Les enquêtes le montrent : de plus en plus d’entreprises se plaignent de difficultés de recrutement. Cette situation n’est pas nouvelle. Les secteurs « en tension », tels que le secteur médico-social ou l’informatique, peinent depuis plusieurs années à recruter. Mais la pénurie semble faire tache d’huile et suscite de nombreux débats, tant sur son ampleur que sur les solutions à apporter. Qu’en est-il ?

Quelle sont les raisons de cette situation et les remèdes envisagés. Un tour d’horizon.

Une forte demande de main-d’œuvre

De manière générale, la demande de main-d’œuvre est forte en Allemagne, alors même que le nombre d’actifs atteint déjà des records (près de 46 millions). En 2022, l’Agence fédérale pour l’emploi (BA), a recensé en moyenne 845 000 postes à pourvoir. Un niveau « très élevé » malgré la guerre en Ukraine, la situation géopolitique et les incertitudes économiques, commente l’institution. En 2021, on comptait en moyenne 139 000 postes à pourvoir de moins.

Les secteurs concernés

Selon le ministère fédéral de l’Économie et de la Protection du Climat, il n’existe pas de pénurie généralisée de main-d’œuvre qualifiée, mais des pénuries sectorielles et régionales.

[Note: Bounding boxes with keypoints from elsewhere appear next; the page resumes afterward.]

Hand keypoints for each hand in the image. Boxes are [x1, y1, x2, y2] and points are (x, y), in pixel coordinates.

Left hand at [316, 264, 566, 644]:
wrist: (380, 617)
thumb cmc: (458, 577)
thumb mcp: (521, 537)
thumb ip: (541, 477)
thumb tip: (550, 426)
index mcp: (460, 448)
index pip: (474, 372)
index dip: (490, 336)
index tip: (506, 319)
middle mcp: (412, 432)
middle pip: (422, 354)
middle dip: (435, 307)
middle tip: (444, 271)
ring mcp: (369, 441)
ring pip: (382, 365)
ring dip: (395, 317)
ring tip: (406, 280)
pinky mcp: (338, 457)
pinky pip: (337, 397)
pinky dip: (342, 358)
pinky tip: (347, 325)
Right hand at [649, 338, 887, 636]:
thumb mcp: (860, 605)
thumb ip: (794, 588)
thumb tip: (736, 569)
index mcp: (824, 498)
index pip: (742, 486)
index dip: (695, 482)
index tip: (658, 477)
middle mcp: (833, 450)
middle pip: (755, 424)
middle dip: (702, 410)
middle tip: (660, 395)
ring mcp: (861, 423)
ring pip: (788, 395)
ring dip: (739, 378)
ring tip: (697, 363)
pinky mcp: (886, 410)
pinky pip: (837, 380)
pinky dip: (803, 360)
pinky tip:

Elles touchent actuellement 352 catégories de métiers sur 801. Et plus de 50 % des entreprises y voient dorénavant le principal risque pesant sur leur activité. Par comparaison, elles étaient 16 % à considérer la pénurie de main-d’œuvre qualifiée comme un risque économique en 2010.

Selon un classement établi en 2022 par l’Institut de l’économie allemande (IW) sur la base des données officielles, les secteurs les plus touchés sont le secteur médico-social, le secteur éducatif, l’artisanat (notamment dans le secteur de la rénovation énergétique) et l’informatique. Les métiers scientifiques (liés aux mathématiques, à l’informatique, aux sciences et aux sciences de l’ingénieur) sont également très impactés.

L’institut IW a cherché à quantifier le manque de main-d’œuvre. Il avance le chiffre de 537 000 emplois non pourvus, tous métiers confondus, sur la période allant de juillet 2021 à juillet 2022.

Quelles sont les causes ?

Plusieurs facteurs sont à l’origine de cette situation. À court terme, certaines difficultés de recrutement s’expliquent par les conséquences de la pandémie. Mises à l’arrêt, certaines entreprises, par exemple dans l’hôtellerie-restauration, ont licencié leur personnel en 2020. Or, les salariés ont entre-temps retrouvé un emploi dans un autre secteur, souvent avec une meilleure rémunération ou de meilleures conditions de travail. Ce phénomène touche aussi les services et certains métiers artisanaux, tels que la coiffure.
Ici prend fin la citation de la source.